■ What you should do:
Go through the listing and repeat each entry exactly, but include no pictures.

■ Source material:
────────

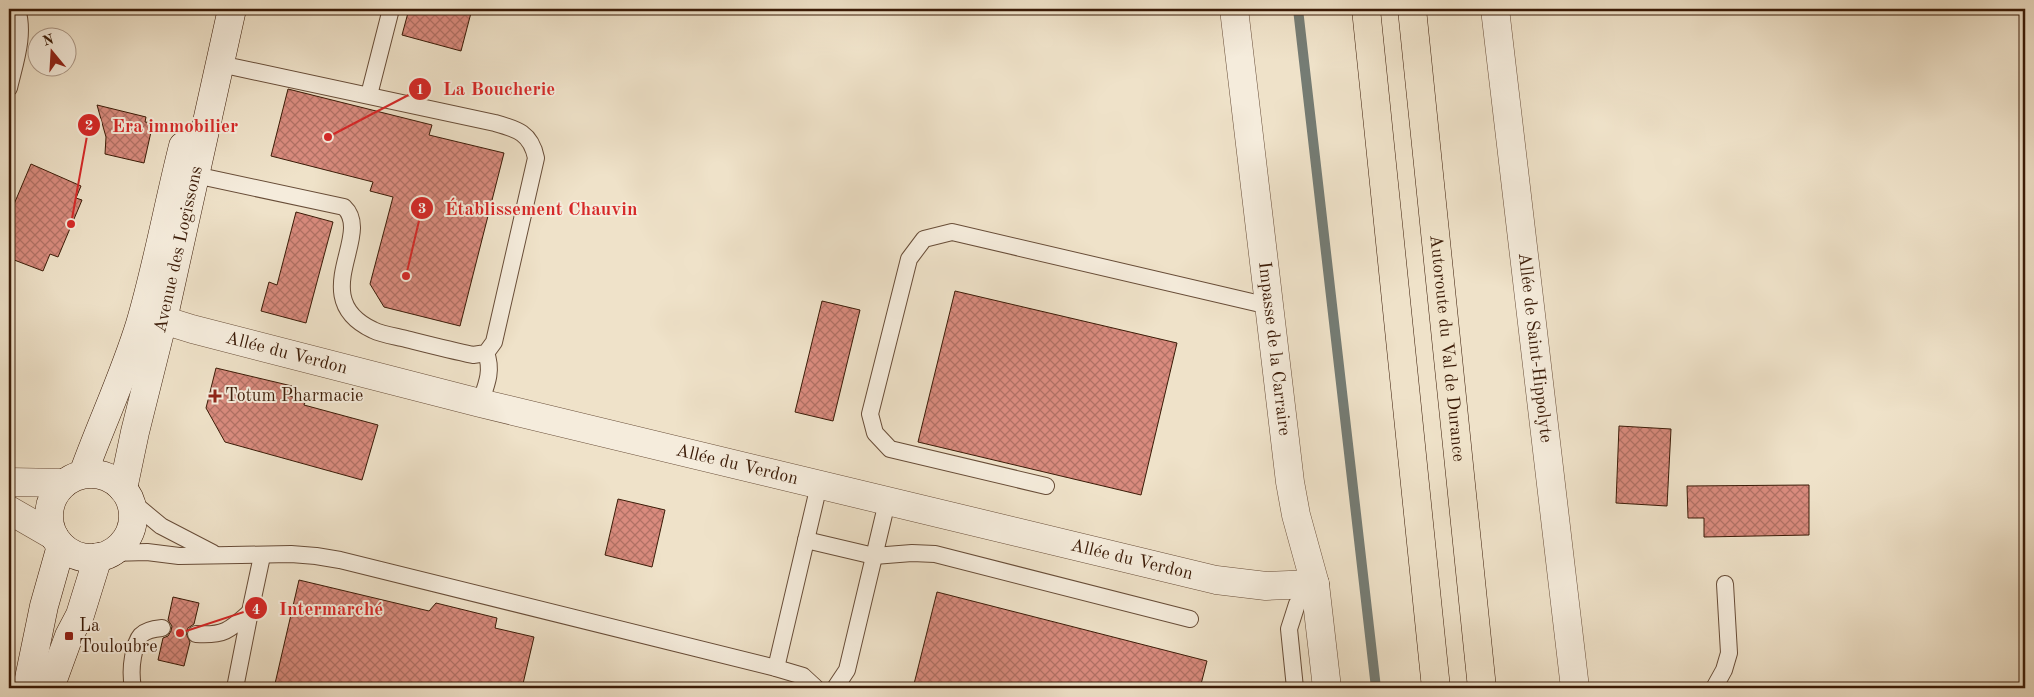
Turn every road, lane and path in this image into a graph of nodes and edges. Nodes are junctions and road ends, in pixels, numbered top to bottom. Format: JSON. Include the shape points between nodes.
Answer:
{"nodes":[{"id":1,"x":17,"y":9,"type":"edge"},
{"id":2,"x":216,"y":9,"type":"edge"},
{"id":3,"x":232,"y":9,"type":"edge"},
{"id":4,"x":391,"y":9,"type":"edge"},
{"id":5,"x":1234,"y":9,"type":"edge"},
{"id":6,"x":1366,"y":9,"type":"edge"},
{"id":7,"x":1412,"y":9,"type":"edge"},
{"id":8,"x":1495,"y":9,"type":"edge"},
{"id":9,"x":220,"y":64,"type":"junction"},
{"id":10,"x":9,"y":88,"type":"edge"},
{"id":11,"x":369,"y":95,"type":"junction"},
{"id":12,"x":195,"y":175,"type":"junction"},
{"id":13,"x":1269,"y":306,"type":"junction"},
{"id":14,"x":163,"y":320,"type":"junction"},
{"id":15,"x":486,"y":353,"type":"junction"},
{"id":16,"x":480,"y":403,"type":"junction"},
{"id":17,"x":73,"y":479,"type":"junction"},
{"id":18,"x":9,"y":482,"type":"edge"},
{"id":19,"x":819,"y":485,"type":"junction"},
{"id":20,"x":1046,"y":486,"type":"dead end"},
{"id":21,"x":127,"y":495,"type":"junction"},
{"id":22,"x":886,"y":502,"type":"junction"},
{"id":23,"x":9,"y":510,"type":"edge"},
{"id":24,"x":806,"y":540,"type":"junction"},
{"id":25,"x":57,"y":541,"type":"junction"},
{"id":26,"x":215,"y":554,"type":"junction"},
{"id":27,"x":104,"y":555,"type":"junction"},
{"id":28,"x":262,"y":556,"type":"junction"},
{"id":29,"x":874,"y":556,"type":"junction"},
{"id":30,"x":1315,"y":584,"type":"junction"},
{"id":31,"x":1725,"y":584,"type":"dead end"},
{"id":32,"x":250,"y":612,"type":"junction"},
{"id":33,"x":1190,"y":619,"type":"dead end"},
{"id":34,"x":162,"y":628,"type":"dead end"},
{"id":35,"x":196,"y":634,"type":"dead end"},
{"id":36,"x":776,"y":668,"type":"junction"},
{"id":37,"x":27,"y":688,"type":"edge"},
{"id":38,"x":50,"y":688,"type":"edge"},
{"id":39,"x":133,"y":688,"type":"edge"},
{"id":40,"x":235,"y":688,"type":"edge"},
{"id":41,"x":816,"y":688,"type":"edge"},
{"id":42,"x":835,"y":688,"type":"edge"},
{"id":43,"x":1295,"y":688,"type":"edge"},
{"id":44,"x":1327,"y":688,"type":"edge"},
{"id":45,"x":1436,"y":688,"type":"edge"},
{"id":46,"x":1482,"y":688,"type":"edge"},
{"id":47,"x":1575,"y":688,"type":"edge"},
{"id":48,"x":1714,"y":688,"type":"edge"}],
"edges":[{"from":1,"to":10,"type":"lane","via":[[19,46]]},
{"from":2,"to":17,"type":"street","name":"Avenue des Logissons","via":[[140,324],[121,381]]},
{"from":3,"to":9,"type":"street","name":"Avenue des Logissons"},
{"from":4,"to":11,"type":"lane"},
{"from":5,"to":13,"type":"street","name":"Impasse de la Carraire"},
{"from":6,"to":45,"type":"highway"},
{"from":7,"to":46,"type":"highway","name":"Autoroute du Val de Durance"},
{"from":8,"to":47,"type":"street","name":"Allée de Saint-Hippolyte"},
{"from":9,"to":11,"type":"lane"},
{"from":9,"to":12,"type":"street","name":"Avenue des Logissons"},
{"from":11,"to":15,"type":"lane","via":[[512,127],[533,144],[536,158],[494,342]]},
{"from":12,"to":14,"type":"street","name":"Avenue des Logissons"},
{"from":12,"to":15,"type":"lane","via":[[344,206],[351,213],[353,224],[341,283],[344,301],[353,318],[374,331],[473,355]]},
{"from":13,"to":20,"type":"lane","via":[[952,232],[924,239],[909,260],[870,414],[874,433],[890,449]]},
{"from":13,"to":30,"type":"street","name":"Impasse de la Carraire","via":[[1296,515]]},
{"from":14,"to":16,"type":"street","name":"Allée du Verdon"},
{"from":14,"to":21,"type":"street","name":"Avenue des Logissons","via":[[135,432]]},
{"from":15,"to":16,"type":"lane","via":[[490,372]]},
{"from":16,"to":19,"type":"street","name":"Allée du Verdon"},
{"from":17,"to":18,"type":"street"},
{"from":17,"to":21,"type":"street","via":[[98,474],[112,479]]},
{"from":17,"to":25,"type":"street","via":[[52,500],[50,524]]},
{"from":19,"to":22,"type":"street","name":"Allée du Verdon"},
{"from":19,"to":24,"type":"lane"},
{"from":21,"to":26,"type":"lane","via":[[161,526]]},
{"from":21,"to":27,"type":"street","via":[[132,519],[127,536],[120,546]]},
{"from":22,"to":29,"type":"lane"},
{"from":22,"to":30,"type":"street","name":"Allée du Verdon","via":[[1216,580],[1266,586]]},
{"from":23,"to":25,"type":"street"},
{"from":24,"to":29,"type":"lane"},
{"from":24,"to":36,"type":"lane"},
{"from":25,"to":27,"type":"street","via":[[72,554],[85,557]]},
{"from":25,"to":37,"type":"street"},
{"from":26,"to":27,"type":"lane","via":[[179,556],[146,552]]},
{"from":26,"to":28,"type":"lane"},
{"from":27,"to":38,"type":"street"},
{"from":28,"to":32,"type":"lane"},
{"from":28,"to":36,"type":"lane","via":[[291,554],[340,560]]},
{"from":29,"to":33,"type":"lane","via":[[935,554]]},
{"from":29,"to":42,"type":"lane","via":[[847,670]]},
{"from":30,"to":43,"type":"lane","via":[[1297,604],[1289,629]]},
{"from":30,"to":44,"type":"street","name":"Impasse de la Carraire"},
{"from":31,"to":48,"type":"lane","via":[[1729,653]]},
{"from":32,"to":35,"type":"lane","via":[[230,629],[213,635]]},
{"from":32,"to":40,"type":"lane"},
{"from":34,"to":39,"type":"lane","via":[[150,629],[136,642],[131,671]]},
{"from":36,"to":41,"type":"lane","via":[[803,676]]}]}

────────

■ Task output:
Turn every road, lane and path in this image into a graph of nodes and edges. Nodes are junctions and road ends, in pixels, numbered top to bottom. Format: JSON. Include the shape points between nodes.
Answer:
{"nodes":[{"id":1,"x":17,"y":9,"type":"edge"},
{"id":2,"x":216,"y":9,"type":"edge"},
{"id":3,"x":232,"y":9,"type":"edge"},
{"id":4,"x":391,"y":9,"type":"edge"},
{"id":5,"x":1234,"y":9,"type":"edge"},
{"id":6,"x":1366,"y":9,"type":"edge"},
{"id":7,"x":1412,"y":9,"type":"edge"},
{"id":8,"x":1495,"y":9,"type":"edge"},
{"id":9,"x":220,"y":64,"type":"junction"},
{"id":10,"x":9,"y":88,"type":"edge"},
{"id":11,"x":369,"y":95,"type":"junction"},
{"id":12,"x":195,"y":175,"type":"junction"},
{"id":13,"x":1269,"y":306,"type":"junction"},
{"id":14,"x":163,"y":320,"type":"junction"},
{"id":15,"x":486,"y":353,"type":"junction"},
{"id":16,"x":480,"y":403,"type":"junction"},
{"id":17,"x":73,"y":479,"type":"junction"},
{"id":18,"x":9,"y":482,"type":"edge"},
{"id":19,"x":819,"y":485,"type":"junction"},
{"id":20,"x":1046,"y":486,"type":"dead end"},
{"id":21,"x":127,"y":495,"type":"junction"},
{"id":22,"x":886,"y":502,"type":"junction"},
{"id":23,"x":9,"y":510,"type":"edge"},
{"id":24,"x":806,"y":540,"type":"junction"},
{"id":25,"x":57,"y":541,"type":"junction"},
{"id":26,"x":215,"y":554,"type":"junction"},
{"id":27,"x":104,"y":555,"type":"junction"},
{"id":28,"x":262,"y":556,"type":"junction"},
{"id":29,"x":874,"y":556,"type":"junction"},
{"id":30,"x":1315,"y":584,"type":"junction"},
{"id":31,"x":1725,"y":584,"type":"dead end"},
{"id":32,"x":250,"y":612,"type":"junction"},
{"id":33,"x":1190,"y":619,"type":"dead end"},
{"id":34,"x":162,"y":628,"type":"dead end"},
{"id":35,"x":196,"y":634,"type":"dead end"},
{"id":36,"x":776,"y":668,"type":"junction"},
{"id":37,"x":27,"y":688,"type":"edge"},
{"id":38,"x":50,"y":688,"type":"edge"},
{"id":39,"x":133,"y":688,"type":"edge"},
{"id":40,"x":235,"y":688,"type":"edge"},
{"id":41,"x":816,"y":688,"type":"edge"},
{"id":42,"x":835,"y":688,"type":"edge"},
{"id":43,"x":1295,"y":688,"type":"edge"},
{"id":44,"x":1327,"y":688,"type":"edge"},
{"id":45,"x":1436,"y":688,"type":"edge"},
{"id":46,"x":1482,"y":688,"type":"edge"},
{"id":47,"x":1575,"y":688,"type":"edge"},
{"id":48,"x":1714,"y":688,"type":"edge"}],
"edges":[{"from":1,"to":10,"type":"lane","via":[[19,46]]},
{"from":2,"to":17,"type":"street","name":"Avenue des Logissons","via":[[140,324],[121,381]]},
{"from":3,"to":9,"type":"street","name":"Avenue des Logissons"},
{"from":4,"to":11,"type":"lane"},
{"from":5,"to":13,"type":"street","name":"Impasse de la Carraire"},
{"from":6,"to":45,"type":"highway"},
{"from":7,"to":46,"type":"highway","name":"Autoroute du Val de Durance"},
{"from":8,"to":47,"type":"street","name":"Allée de Saint-Hippolyte"},
{"from":9,"to":11,"type":"lane"},
{"from":9,"to":12,"type":"street","name":"Avenue des Logissons"},
{"from":11,"to":15,"type":"lane","via":[[512,127],[533,144],[536,158],[494,342]]},
{"from":12,"to":14,"type":"street","name":"Avenue des Logissons"},
{"from":12,"to":15,"type":"lane","via":[[344,206],[351,213],[353,224],[341,283],[344,301],[353,318],[374,331],[473,355]]},
{"from":13,"to":20,"type":"lane","via":[[952,232],[924,239],[909,260],[870,414],[874,433],[890,449]]},
{"from":13,"to":30,"type":"street","name":"Impasse de la Carraire","via":[[1296,515]]},
{"from":14,"to":16,"type":"street","name":"Allée du Verdon"},
{"from":14,"to":21,"type":"street","name":"Avenue des Logissons","via":[[135,432]]},
{"from":15,"to":16,"type":"lane","via":[[490,372]]},
{"from":16,"to":19,"type":"street","name":"Allée du Verdon"},
{"from":17,"to":18,"type":"street"},
{"from":17,"to":21,"type":"street","via":[[98,474],[112,479]]},
{"from":17,"to":25,"type":"street","via":[[52,500],[50,524]]},
{"from":19,"to":22,"type":"street","name":"Allée du Verdon"},
{"from":19,"to":24,"type":"lane"},
{"from":21,"to":26,"type":"lane","via":[[161,526]]},
{"from":21,"to":27,"type":"street","via":[[132,519],[127,536],[120,546]]},
{"from":22,"to":29,"type":"lane"},
{"from":22,"to":30,"type":"street","name":"Allée du Verdon","via":[[1216,580],[1266,586]]},
{"from":23,"to":25,"type":"street"},
{"from":24,"to":29,"type":"lane"},
{"from":24,"to":36,"type":"lane"},
{"from":25,"to":27,"type":"street","via":[[72,554],[85,557]]},
{"from":25,"to":37,"type":"street"},
{"from":26,"to":27,"type":"lane","via":[[179,556],[146,552]]},
{"from":26,"to":28,"type":"lane"},
{"from":27,"to":38,"type":"street"},
{"from":28,"to":32,"type":"lane"},
{"from":28,"to":36,"type":"lane","via":[[291,554],[340,560]]},
{"from":29,"to":33,"type":"lane","via":[[935,554]]},
{"from":29,"to":42,"type":"lane","via":[[847,670]]},
{"from":30,"to":43,"type":"lane","via":[[1297,604],[1289,629]]},
{"from":30,"to":44,"type":"street","name":"Impasse de la Carraire"},
{"from":31,"to":48,"type":"lane","via":[[1729,653]]},
{"from":32,"to":35,"type":"lane","via":[[230,629],[213,635]]},
{"from":32,"to":40,"type":"lane"},
{"from":34,"to":39,"type":"lane","via":[[150,629],[136,642],[131,671]]},
{"from":36,"to":41,"type":"lane","via":[[803,676]]}]}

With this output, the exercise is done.